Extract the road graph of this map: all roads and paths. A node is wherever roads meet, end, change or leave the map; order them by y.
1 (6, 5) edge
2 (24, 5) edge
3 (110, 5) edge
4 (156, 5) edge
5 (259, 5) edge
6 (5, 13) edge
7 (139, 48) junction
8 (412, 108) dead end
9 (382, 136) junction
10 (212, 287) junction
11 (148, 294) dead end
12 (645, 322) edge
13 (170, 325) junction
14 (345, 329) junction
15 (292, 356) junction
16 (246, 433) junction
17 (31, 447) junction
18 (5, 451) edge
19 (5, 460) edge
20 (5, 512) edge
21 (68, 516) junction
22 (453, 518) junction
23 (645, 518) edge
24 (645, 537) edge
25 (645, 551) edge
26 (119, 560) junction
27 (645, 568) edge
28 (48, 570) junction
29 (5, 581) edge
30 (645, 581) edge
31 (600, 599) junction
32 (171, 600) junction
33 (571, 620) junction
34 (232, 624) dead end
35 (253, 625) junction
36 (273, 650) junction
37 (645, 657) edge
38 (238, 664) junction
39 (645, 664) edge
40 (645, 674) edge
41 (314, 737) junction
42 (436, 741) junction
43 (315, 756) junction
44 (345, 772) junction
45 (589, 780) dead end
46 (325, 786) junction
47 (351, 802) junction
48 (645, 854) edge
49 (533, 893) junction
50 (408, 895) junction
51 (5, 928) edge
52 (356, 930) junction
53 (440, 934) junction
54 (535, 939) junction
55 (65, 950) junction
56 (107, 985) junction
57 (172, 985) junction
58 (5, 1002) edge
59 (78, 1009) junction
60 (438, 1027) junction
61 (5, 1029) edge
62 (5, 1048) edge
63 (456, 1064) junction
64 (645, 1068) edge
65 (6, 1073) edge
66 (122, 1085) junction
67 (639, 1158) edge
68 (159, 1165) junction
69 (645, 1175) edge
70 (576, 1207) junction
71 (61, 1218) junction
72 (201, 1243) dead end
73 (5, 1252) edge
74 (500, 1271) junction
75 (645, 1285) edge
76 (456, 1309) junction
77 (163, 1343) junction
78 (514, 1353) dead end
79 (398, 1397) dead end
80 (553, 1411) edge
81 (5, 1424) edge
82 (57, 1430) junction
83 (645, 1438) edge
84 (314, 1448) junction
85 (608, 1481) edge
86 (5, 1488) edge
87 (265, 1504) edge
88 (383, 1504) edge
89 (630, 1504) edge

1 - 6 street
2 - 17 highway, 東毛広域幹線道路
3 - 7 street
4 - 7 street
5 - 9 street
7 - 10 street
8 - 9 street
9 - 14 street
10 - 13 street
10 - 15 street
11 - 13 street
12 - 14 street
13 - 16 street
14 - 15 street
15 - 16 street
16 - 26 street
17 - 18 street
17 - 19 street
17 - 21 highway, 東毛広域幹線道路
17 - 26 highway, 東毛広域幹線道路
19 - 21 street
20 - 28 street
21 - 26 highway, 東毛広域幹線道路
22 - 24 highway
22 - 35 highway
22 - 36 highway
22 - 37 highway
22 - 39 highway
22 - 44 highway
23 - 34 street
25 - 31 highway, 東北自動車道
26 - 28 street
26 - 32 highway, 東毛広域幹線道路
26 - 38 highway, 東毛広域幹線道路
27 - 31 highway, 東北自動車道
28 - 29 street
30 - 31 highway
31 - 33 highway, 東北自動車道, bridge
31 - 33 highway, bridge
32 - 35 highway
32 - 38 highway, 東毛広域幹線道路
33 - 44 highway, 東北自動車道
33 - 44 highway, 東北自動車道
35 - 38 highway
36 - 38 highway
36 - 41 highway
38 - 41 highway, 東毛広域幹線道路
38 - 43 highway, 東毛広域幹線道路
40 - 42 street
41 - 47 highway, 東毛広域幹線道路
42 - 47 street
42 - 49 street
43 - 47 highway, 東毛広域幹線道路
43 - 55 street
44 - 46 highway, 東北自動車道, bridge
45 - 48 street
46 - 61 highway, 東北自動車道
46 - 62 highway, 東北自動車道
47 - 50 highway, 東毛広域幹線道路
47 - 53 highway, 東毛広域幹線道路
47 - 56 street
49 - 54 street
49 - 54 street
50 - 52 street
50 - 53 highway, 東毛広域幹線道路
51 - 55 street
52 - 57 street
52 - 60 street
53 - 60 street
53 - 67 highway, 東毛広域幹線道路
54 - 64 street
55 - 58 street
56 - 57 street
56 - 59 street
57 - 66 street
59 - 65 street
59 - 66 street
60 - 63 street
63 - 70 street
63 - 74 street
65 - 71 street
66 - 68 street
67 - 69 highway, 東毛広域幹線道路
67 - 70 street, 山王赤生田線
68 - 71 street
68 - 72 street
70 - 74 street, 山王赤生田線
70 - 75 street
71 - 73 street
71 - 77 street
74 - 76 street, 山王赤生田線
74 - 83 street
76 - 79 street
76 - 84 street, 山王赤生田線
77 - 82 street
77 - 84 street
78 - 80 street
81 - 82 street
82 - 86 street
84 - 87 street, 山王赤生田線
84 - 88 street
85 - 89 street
++++
▶ [WHAT TO DO]: Return the listing above exactly, line for line.

▶ [OUTPUT OF THE TASK]:
Extract the road graph of this map: all roads and paths. A node is wherever roads meet, end, change or leave the map; order them by y.
1 (6, 5) edge
2 (24, 5) edge
3 (110, 5) edge
4 (156, 5) edge
5 (259, 5) edge
6 (5, 13) edge
7 (139, 48) junction
8 (412, 108) dead end
9 (382, 136) junction
10 (212, 287) junction
11 (148, 294) dead end
12 (645, 322) edge
13 (170, 325) junction
14 (345, 329) junction
15 (292, 356) junction
16 (246, 433) junction
17 (31, 447) junction
18 (5, 451) edge
19 (5, 460) edge
20 (5, 512) edge
21 (68, 516) junction
22 (453, 518) junction
23 (645, 518) edge
24 (645, 537) edge
25 (645, 551) edge
26 (119, 560) junction
27 (645, 568) edge
28 (48, 570) junction
29 (5, 581) edge
30 (645, 581) edge
31 (600, 599) junction
32 (171, 600) junction
33 (571, 620) junction
34 (232, 624) dead end
35 (253, 625) junction
36 (273, 650) junction
37 (645, 657) edge
38 (238, 664) junction
39 (645, 664) edge
40 (645, 674) edge
41 (314, 737) junction
42 (436, 741) junction
43 (315, 756) junction
44 (345, 772) junction
45 (589, 780) dead end
46 (325, 786) junction
47 (351, 802) junction
48 (645, 854) edge
49 (533, 893) junction
50 (408, 895) junction
51 (5, 928) edge
52 (356, 930) junction
53 (440, 934) junction
54 (535, 939) junction
55 (65, 950) junction
56 (107, 985) junction
57 (172, 985) junction
58 (5, 1002) edge
59 (78, 1009) junction
60 (438, 1027) junction
61 (5, 1029) edge
62 (5, 1048) edge
63 (456, 1064) junction
64 (645, 1068) edge
65 (6, 1073) edge
66 (122, 1085) junction
67 (639, 1158) edge
68 (159, 1165) junction
69 (645, 1175) edge
70 (576, 1207) junction
71 (61, 1218) junction
72 (201, 1243) dead end
73 (5, 1252) edge
74 (500, 1271) junction
75 (645, 1285) edge
76 (456, 1309) junction
77 (163, 1343) junction
78 (514, 1353) dead end
79 (398, 1397) dead end
80 (553, 1411) edge
81 (5, 1424) edge
82 (57, 1430) junction
83 (645, 1438) edge
84 (314, 1448) junction
85 (608, 1481) edge
86 (5, 1488) edge
87 (265, 1504) edge
88 (383, 1504) edge
89 (630, 1504) edge

1 - 6 street
2 - 17 highway, 東毛広域幹線道路
3 - 7 street
4 - 7 street
5 - 9 street
7 - 10 street
8 - 9 street
9 - 14 street
10 - 13 street
10 - 15 street
11 - 13 street
12 - 14 street
13 - 16 street
14 - 15 street
15 - 16 street
16 - 26 street
17 - 18 street
17 - 19 street
17 - 21 highway, 東毛広域幹線道路
17 - 26 highway, 東毛広域幹線道路
19 - 21 street
20 - 28 street
21 - 26 highway, 東毛広域幹線道路
22 - 24 highway
22 - 35 highway
22 - 36 highway
22 - 37 highway
22 - 39 highway
22 - 44 highway
23 - 34 street
25 - 31 highway, 東北自動車道
26 - 28 street
26 - 32 highway, 東毛広域幹線道路
26 - 38 highway, 東毛広域幹線道路
27 - 31 highway, 東北自動車道
28 - 29 street
30 - 31 highway
31 - 33 highway, 東北自動車道, bridge
31 - 33 highway, bridge
32 - 35 highway
32 - 38 highway, 東毛広域幹線道路
33 - 44 highway, 東北自動車道
33 - 44 highway, 東北自動車道
35 - 38 highway
36 - 38 highway
36 - 41 highway
38 - 41 highway, 東毛広域幹線道路
38 - 43 highway, 東毛広域幹線道路
40 - 42 street
41 - 47 highway, 東毛広域幹線道路
42 - 47 street
42 - 49 street
43 - 47 highway, 東毛広域幹線道路
43 - 55 street
44 - 46 highway, 東北自動車道, bridge
45 - 48 street
46 - 61 highway, 東北自動車道
46 - 62 highway, 東北自動車道
47 - 50 highway, 東毛広域幹線道路
47 - 53 highway, 東毛広域幹線道路
47 - 56 street
49 - 54 street
49 - 54 street
50 - 52 street
50 - 53 highway, 東毛広域幹線道路
51 - 55 street
52 - 57 street
52 - 60 street
53 - 60 street
53 - 67 highway, 東毛広域幹線道路
54 - 64 street
55 - 58 street
56 - 57 street
56 - 59 street
57 - 66 street
59 - 65 street
59 - 66 street
60 - 63 street
63 - 70 street
63 - 74 street
65 - 71 street
66 - 68 street
67 - 69 highway, 東毛広域幹線道路
67 - 70 street, 山王赤生田線
68 - 71 street
68 - 72 street
70 - 74 street, 山王赤生田線
70 - 75 street
71 - 73 street
71 - 77 street
74 - 76 street, 山王赤生田線
74 - 83 street
76 - 79 street
76 - 84 street, 山王赤生田線
77 - 82 street
77 - 84 street
78 - 80 street
81 - 82 street
82 - 86 street
84 - 87 street, 山王赤生田線
84 - 88 street
85 - 89 street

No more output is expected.